In this math chapter, we will try to answer the question if every rational number is an integer ?

To understand the topic you should have basic understanding of the concept of integer and rational numbers.

Let’s first revise both the concepts.

## What are integers ?

The **numbers which do not contain any fraction or decimal** are called **integers**.

Integers can be **positive or negative numbers**.

Numbers like -25, 6, 31, -102 & 356 are examples of integers.

Numbers like 23.5, 100.2 , \mathtt{\frac{2}{3} \ \&\ \sqrt{2}} are not part of the integers.

To learn about the **integers in detail**, click the red link.

## What are rational numbers ?

The **numbers that can be represented in the form of P / Q** are called **rational numbers.**

Where, P & Q are integer numbers except 0.

Numbers like 2.5, 13.76, \mathtt{\frac{16}{3} \ \&\ \frac{21}{4}} are all examples of rational numbers.

Note that the rational numbers can be integer or decimal numbers.

To learn about** rational numbers in detail**, click the red link.

## Is every rational number part of an Integer ?

The answer is NO !!

**Rational numbers can be both integers or decimals**, depending on the condition.

(i) If the rational number P / Q can be reduced to number with denominator 1, then it is a integer.

(ii) If the rational number P / Q is simplified to produce decimal number, then the rational number is a decimal.

Let us understand the above concept with example.**Example 01**

Check if rational number \mathtt{\frac{26}{1} \ } is an integer.

**Solution**

The number \mathtt{\frac{26}{1} \ } contains denominator 1, so it can be written as simply 26.

\mathtt{\frac{26}{1} \ \Longrightarrow \ 26}

Hence, the above rational number is an integer.

**Conclusion**

Any rational number with 1 as denominator** is an integer**.

**Example 02**

Check if rational number \mathtt{\frac{24}{4}} is an integer.

**Solution**

The number \mathtt{\frac{24}{4}} can be simplified further.
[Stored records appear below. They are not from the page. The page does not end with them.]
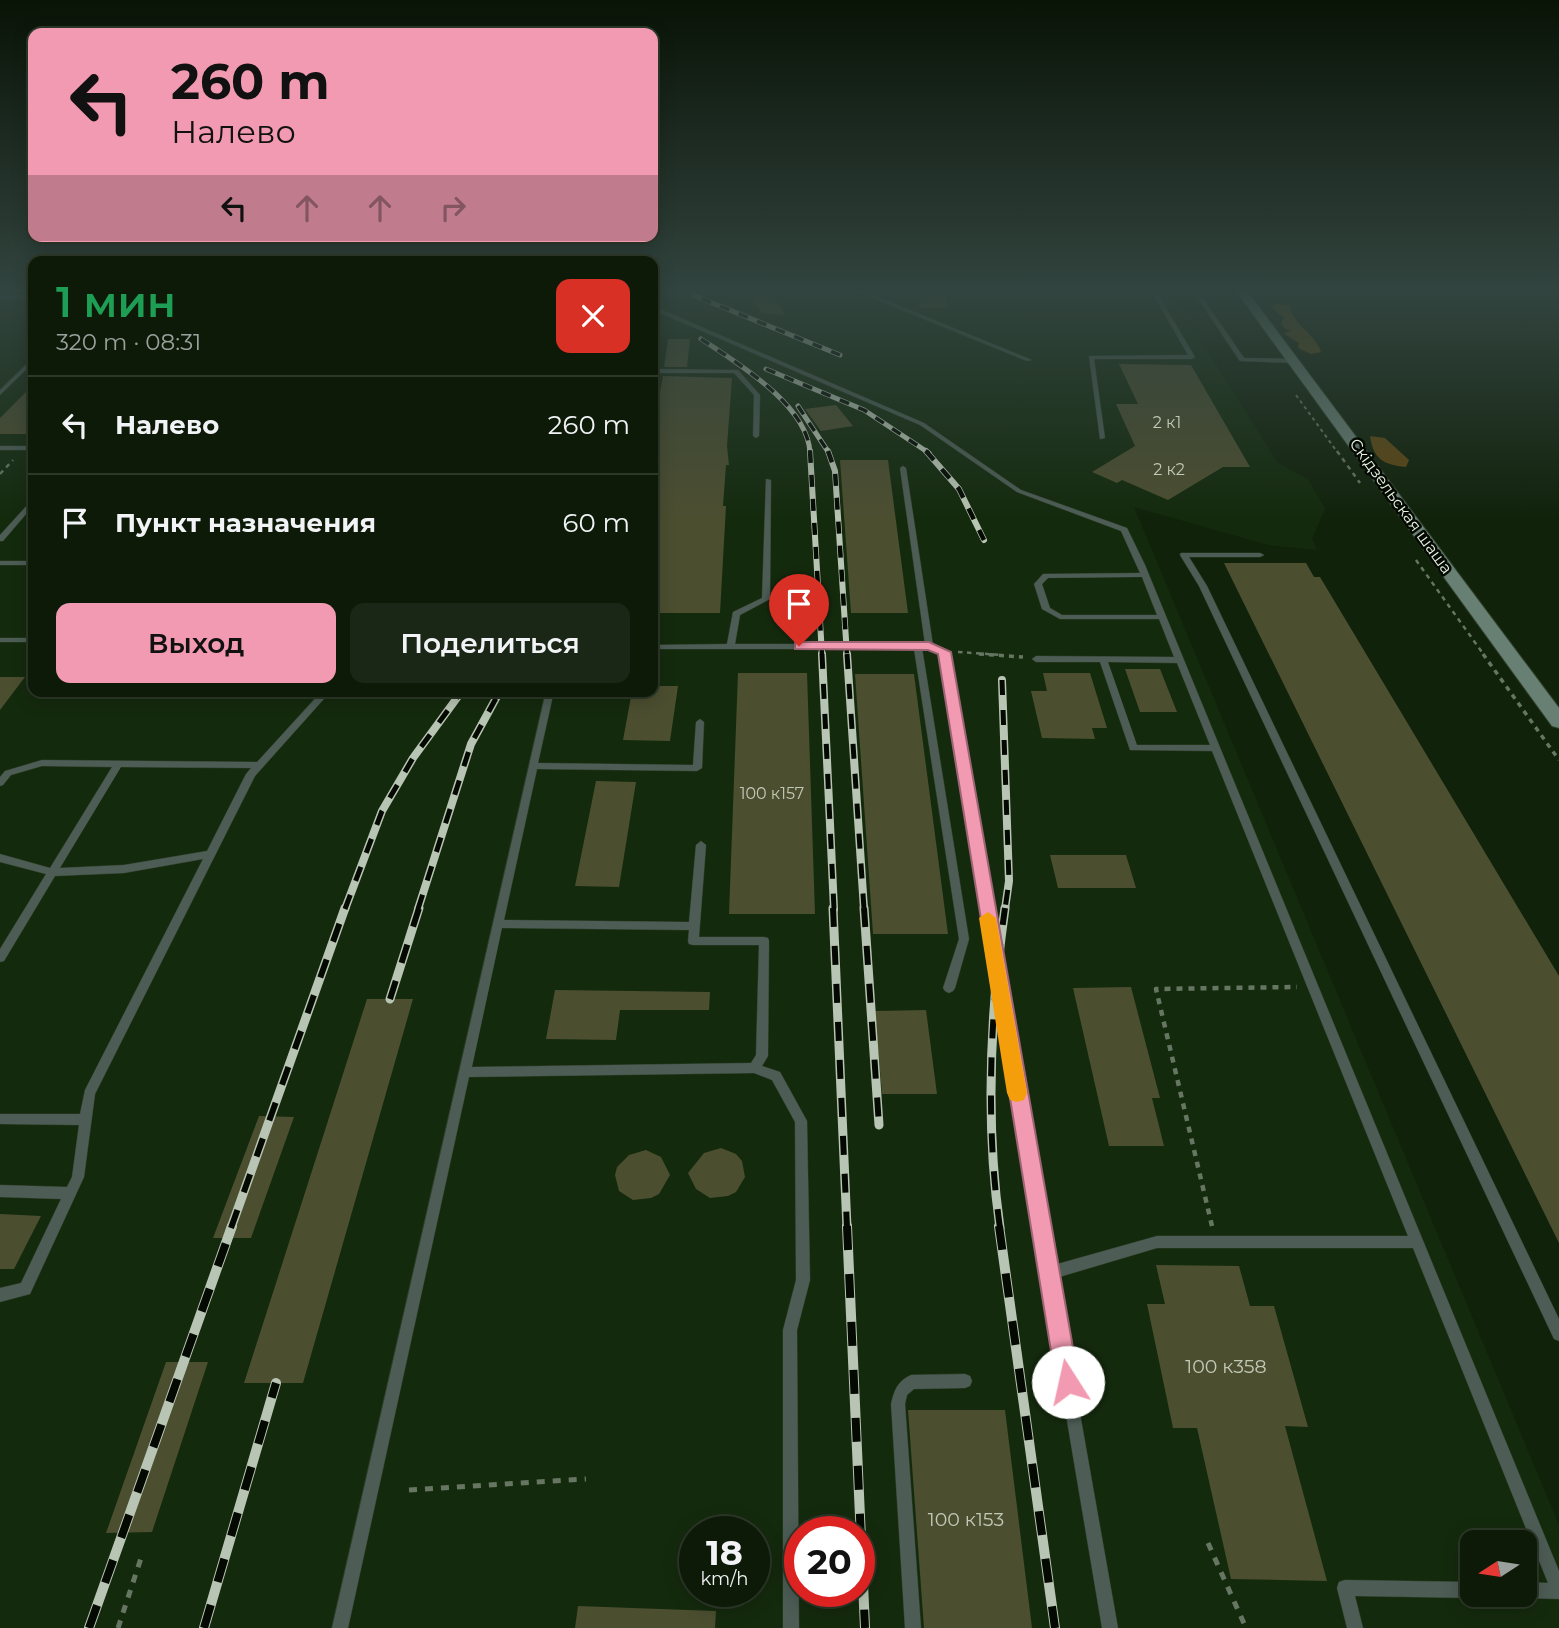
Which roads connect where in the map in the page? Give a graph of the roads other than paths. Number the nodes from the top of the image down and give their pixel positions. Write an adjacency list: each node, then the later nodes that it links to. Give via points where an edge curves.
1 (26, 367): 6 (lane)
2 (790, 367): 18 (lane, via 922,424 1019,491 1113,523 1124,530)
3 (1092, 367): 8 (lane)
4 (1297, 367): 31 (street, Скідзельская шаша)
5 (658, 371): 7 (lane, via 736,372 757,395)
6 (0, 393)
7 (756, 436)
8 (1102, 438)
9 (0, 448): 10 (lane)
10 (28, 448)
11 (903, 468): 23 (lane)
12 (768, 480): 22 (lane, via 766,598 736,614)
13 (28, 508): 14 (lane)
14 (0, 540)
15 (1260, 555): 54 (lane, via 1184,555 1203,586)
16 (0, 563): 17 (lane)
17 (28, 564)
18 (1145, 575): 19 (lane); 19 (lane, via 1046,576 1038,584 1046,609 1060,617)
19 (1162, 617): 27 (lane)
20 (0, 640): 21 (lane)
21 (28, 640)
22 (731, 646): 23 (lane); 24 (lane)
23 (924, 646): 44 (lane, via 964,939); 52 (lane, via 945,652)
24 (658, 647)
25 (1036, 659): 26 (lane)
26 (1103, 659): 27 (lane); 32 (lane, via 1133,748)
27 (1180, 660): 32 (lane)
28 (321, 697): 34 (lane)
29 (549, 697): 35 (lane)
30 (700, 722): 35 (lane, via 697,768)
31 (1559, 722)
32 (1216, 748): 51 (lane)
33 (118, 764): 34 (lane); 36 (lane, via 42,763 8,773); 40 (lane)
34 (259, 765): 38 (lane)
35 (533, 766): 41 (lane)
36 (0, 783)
37 (701, 845): 42 (lane)
38 (211, 854): 40 (lane, via 124,869); 48 (lane, via 89,1094)
39 (0, 858): 40 (lane)
40 (52, 872): 43 (lane)
41 (498, 924): 42 (lane); 46 (lane)
42 (694, 926): 45 (lane, via 693,941 764,941 762,1056)
43 (0, 958)
44 (949, 988)
45 (754, 1068): 46 (lane); 60 (lane, via 776,1076 801,1121 803,1280 790,1330)
46 (464, 1072): 59 (lane)
47 (0, 1119): 48 (lane)
48 (86, 1120): 50 (lane, via 78,1177)
49 (0, 1191): 50 (lane)
50 (70, 1193): 53 (lane, via 24,1289)
51 (1417, 1242): 52 (lane, via 1157,1242); 58 (lane)
52 (1049, 1273): 62 (lane)
53 (0, 1295)
54 (1559, 1334)
55 (965, 1381): 61 (lane, via 911,1382 901,1391 898,1404)
56 (1460, 1590): 63 (lane, via 1345,1588)
57 (1537, 1590): 58 (lane)
58 (1559, 1591)
59 (340, 1628)
60 (791, 1628)
61 (913, 1628)
62 (1110, 1628)
63 (1355, 1628)

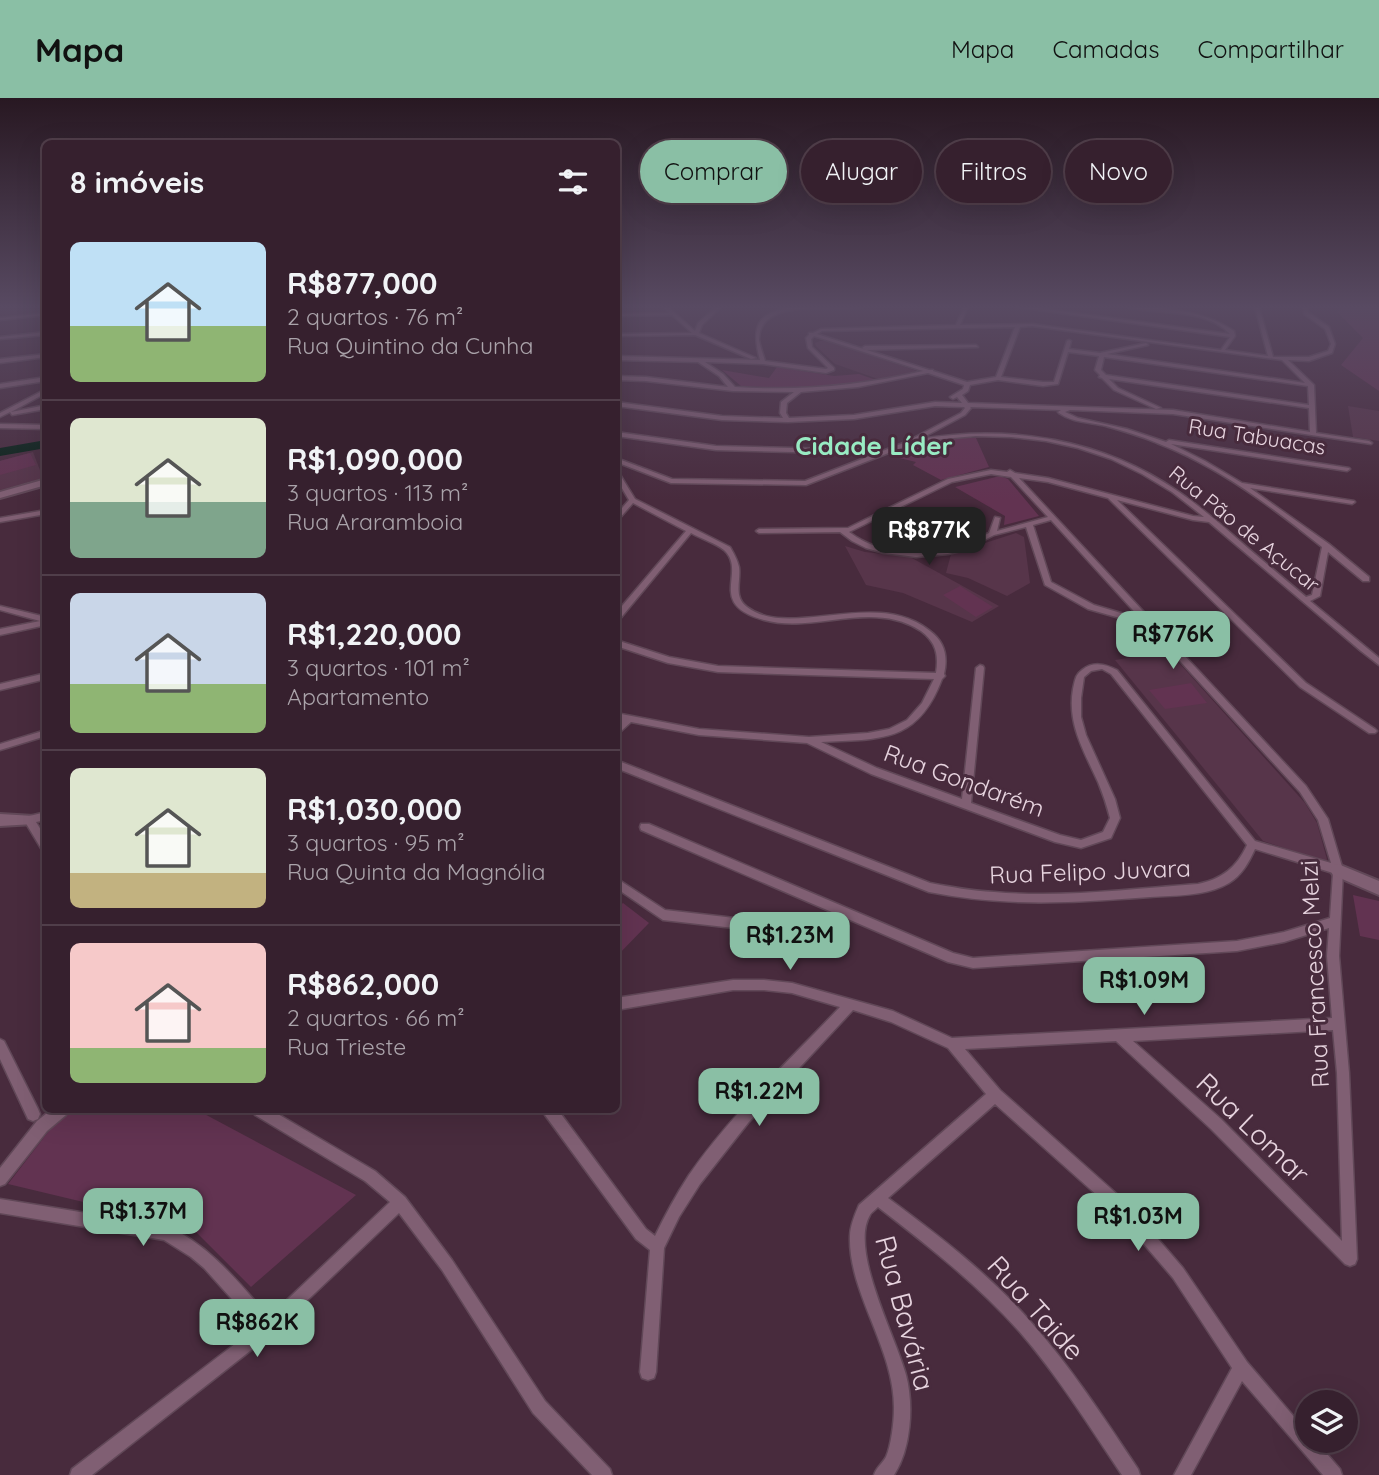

Divide both numerator and denominator by 4.

\mathtt{\Longrightarrow \frac{24}{4}}\\\ \\ \mathtt{\Longrightarrow \ \frac{24\div 4}{4\div 4} \ }\\\ \\ \mathtt{\Longrightarrow \ \frac{6}{1}}

After the division, we get the fraction with denominator 1. The fraction \mathtt{\frac{6}{1}} can be simply written as 6.

Hence, the above rational number is an integer.

**Conclusion**

If the rational number can be reduced to fraction with denominator 1 then** it is an integer**.

**Example 03**

Check if the rational number \mathtt{\frac{5}{2}} is an integer.

**Solution**

The number \mathtt{\frac{5}{2}} cannot be further simplified.

Since further simplification is not possible and the fraction contain denominator 2, the given rational number is not an integer.

**OR**

Simply find the value of fraction after division.

If the final value is decimal number, then the given rational number is not an integer.

In this case;

\mathtt{\frac{5}{2} \ \Longrightarrow \ 2.5}

After division of \mathtt{\frac{5}{2}} we get decimal number 2.5

**Hence, it is not an integer.**

I hope you understood the above three examples, let us solve some practice problems.

## Rational Number is an Integer or not ? Practice Problem

(i) \mathtt{\frac{10}{7}}

**Solution**

The fraction cannot be simplified further.

Since, the fraction contain 7 as denominator, the given number is not an integer.

**Alternate explanation**

Dividing the above fraction we get;

\mathtt{\frac{10}{7} \ \Longrightarrow \ 1.43}

Since the given rational number is divided to get fraction 1.43, the **given number is not an integer**.

(ii) \mathtt{\frac{104}{2}}

**Solution**

Dividing the numerator by denominator, we get;

\mathtt{\frac{104}{2} \ \Longrightarrow \ 52}

On division we get the integer 52.

Hence, the above **rational number is an integer**.

(iii) \mathtt{\frac{-\ 853}{1}}

**Solution**

Since the above rational number contain denominator 1, this can be written as;

\mathtt{\frac{-\ 853}{1} \ \Longrightarrow \ -853}

Hence, the above **rational number is an integer.****Note:**

Integer includes negative number.

(iv) \mathtt{\frac{55}{30} \ }

The rational number can be further simplified.

Dividing numerator and denominator by 5, we get;

\mathtt{\Longrightarrow \frac{55}{30} \ }\\\ \\ \mathtt{\Longrightarrow \ \frac{55\div 5}{30\div 5} \ }\\\ \\ \mathtt{\Longrightarrow \ \frac{11}{6}}

The fraction cannot be simplified further.

Hence the given **rational number is a fraction and not integer.**

(v) \mathtt{\frac{660}{10} \ }

The above rational number can be further simplified.

Divide numerator and denominator by 10.

\mathtt{\Longrightarrow \frac{660}{10} \ }\\\ \\ \mathtt{\Longrightarrow \ \frac{660\div 10}{10\div 10} \ }\\\ \\ \mathtt{\Longrightarrow \ \frac{66}{1}}\\\ \\ \mathtt{\Longrightarrow \ 66}

Hence, the above **rational number is an integer.**